Exercise goal
Beginning with the line that contains "I need the junctions" and concluding with the final line of the listing below, output each line exactly, and only those lines.

Source information
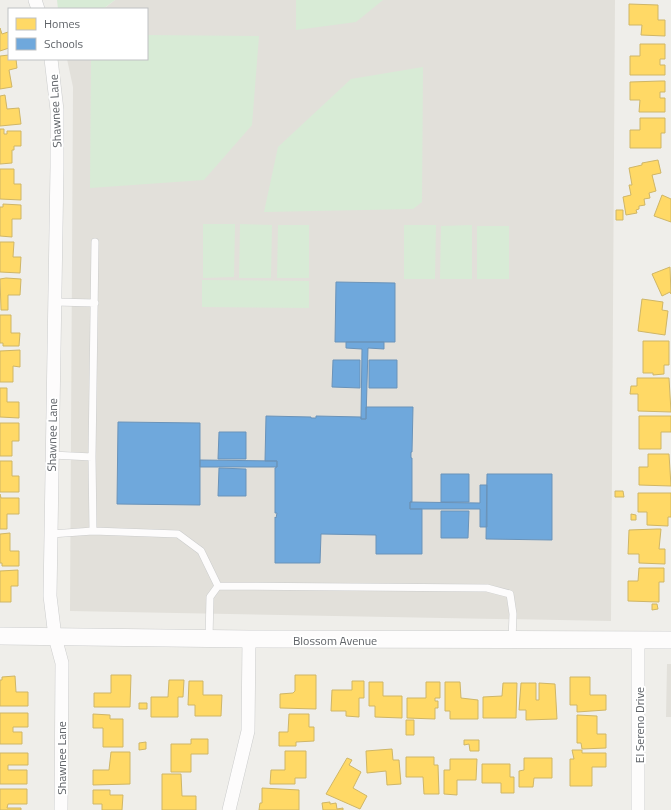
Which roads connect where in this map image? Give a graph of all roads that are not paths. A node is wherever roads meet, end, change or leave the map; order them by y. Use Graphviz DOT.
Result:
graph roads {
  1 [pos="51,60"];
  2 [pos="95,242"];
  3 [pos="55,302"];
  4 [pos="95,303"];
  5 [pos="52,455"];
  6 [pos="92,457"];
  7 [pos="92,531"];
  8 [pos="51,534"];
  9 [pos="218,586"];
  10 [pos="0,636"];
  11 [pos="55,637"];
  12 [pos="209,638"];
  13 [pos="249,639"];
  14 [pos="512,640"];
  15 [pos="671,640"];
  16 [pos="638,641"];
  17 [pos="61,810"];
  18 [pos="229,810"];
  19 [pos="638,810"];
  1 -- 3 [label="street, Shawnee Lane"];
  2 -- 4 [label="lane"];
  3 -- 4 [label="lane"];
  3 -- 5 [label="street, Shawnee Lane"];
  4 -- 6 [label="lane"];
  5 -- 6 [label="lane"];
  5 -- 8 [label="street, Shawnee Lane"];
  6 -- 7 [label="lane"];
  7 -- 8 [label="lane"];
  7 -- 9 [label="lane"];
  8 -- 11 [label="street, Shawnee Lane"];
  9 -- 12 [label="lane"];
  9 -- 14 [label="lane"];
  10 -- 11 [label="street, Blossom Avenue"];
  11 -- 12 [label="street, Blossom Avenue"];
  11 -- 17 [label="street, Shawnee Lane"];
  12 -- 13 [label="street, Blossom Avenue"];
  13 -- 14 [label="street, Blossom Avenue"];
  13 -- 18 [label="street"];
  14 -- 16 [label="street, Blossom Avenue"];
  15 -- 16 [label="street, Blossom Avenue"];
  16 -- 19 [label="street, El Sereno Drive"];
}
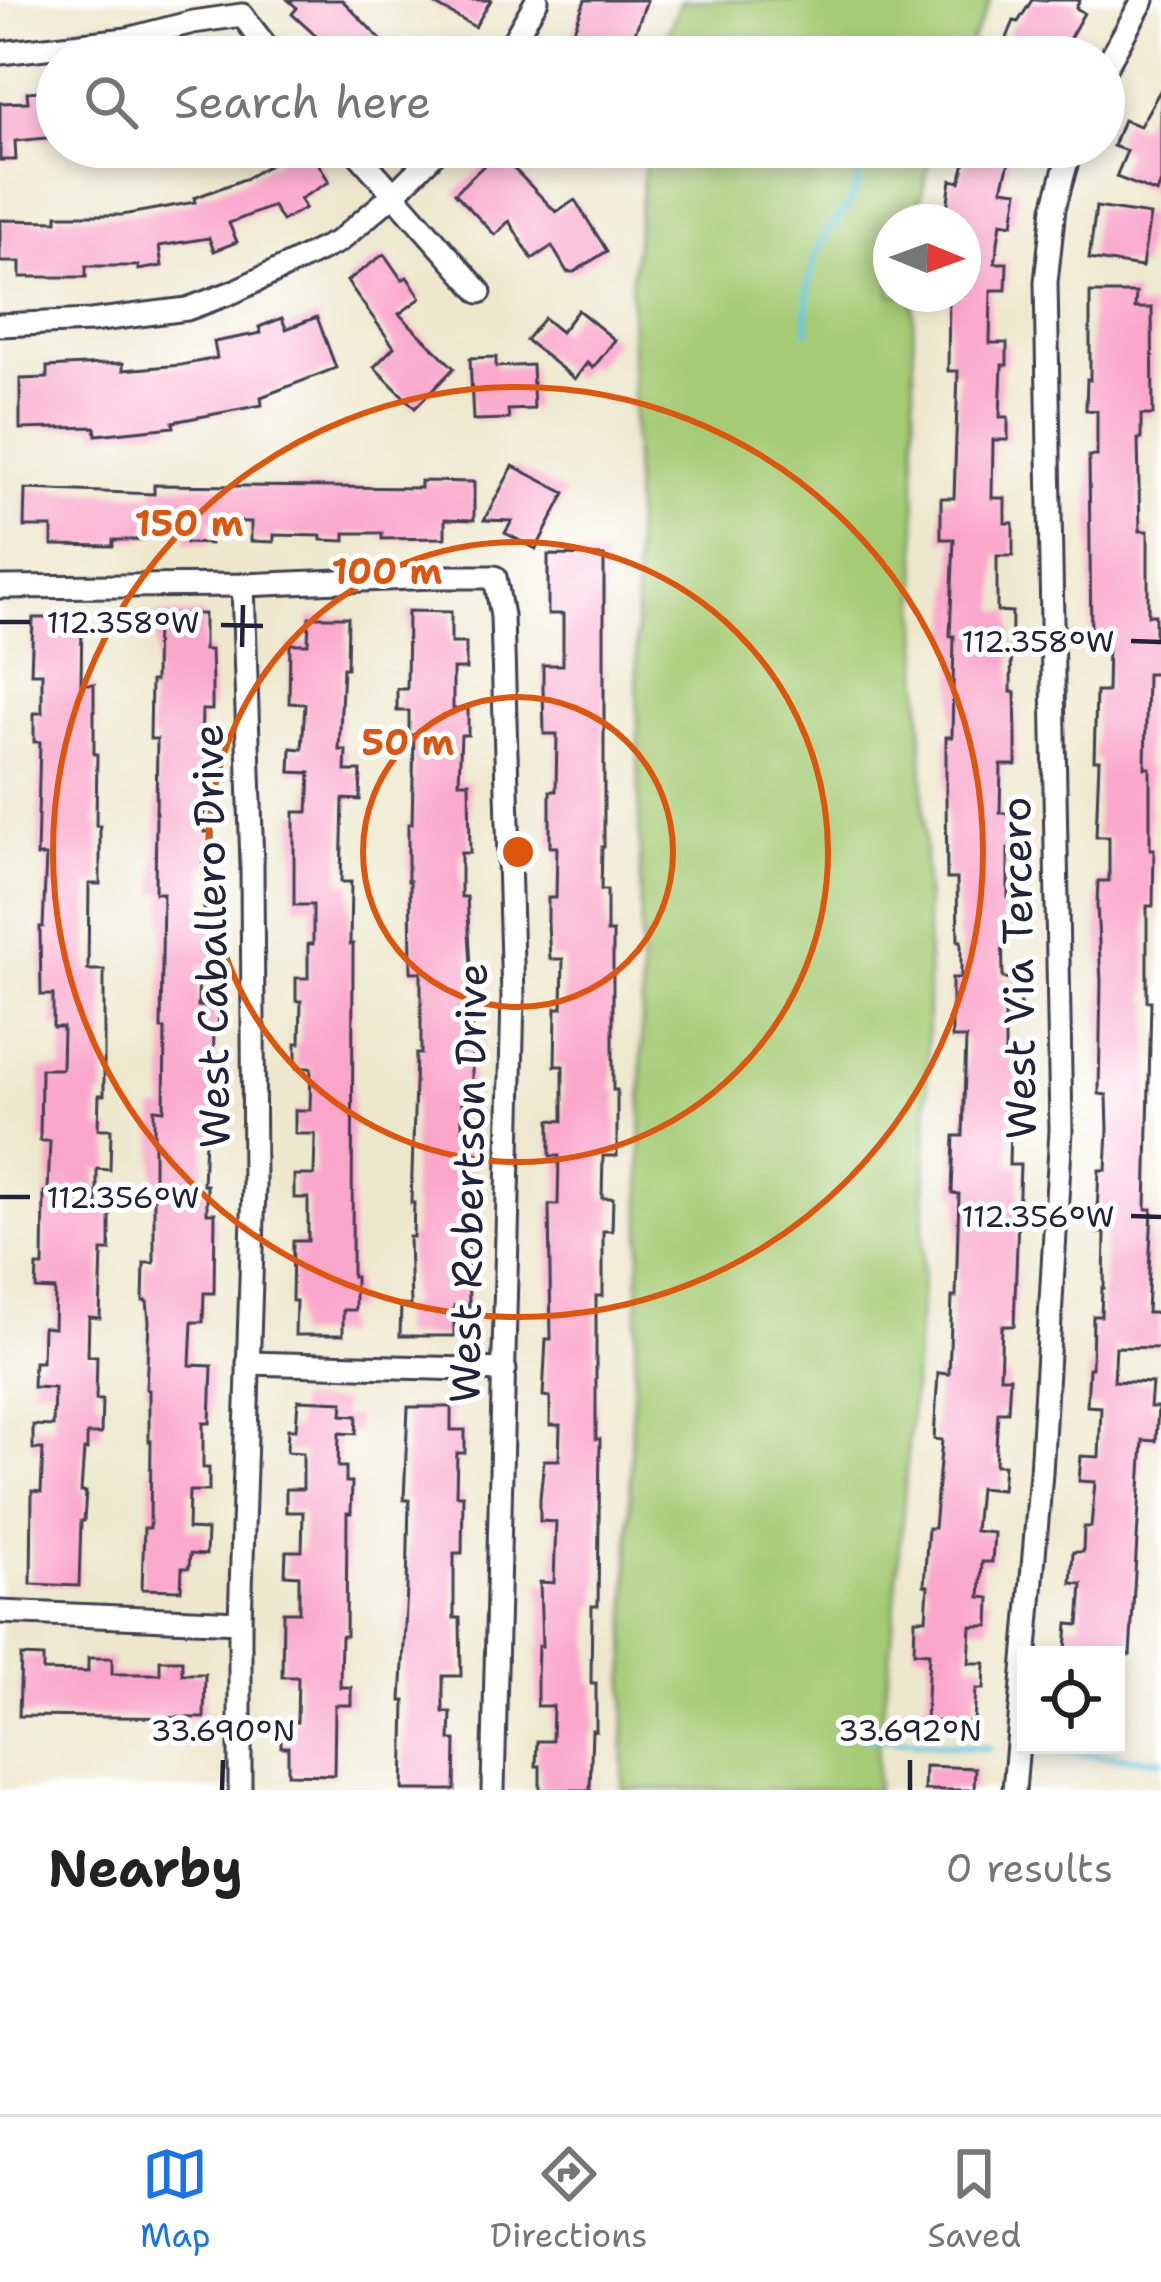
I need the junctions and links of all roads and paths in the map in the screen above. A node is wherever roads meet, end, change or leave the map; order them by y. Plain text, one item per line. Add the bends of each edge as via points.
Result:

Exercise answer
I need the junctions and links of all roads and paths in the map in the screen above. A node is wherever roads meet, end, change or leave the map; order them by y. Plain text, one item per line. Add the bends of each edge as via points.
Result:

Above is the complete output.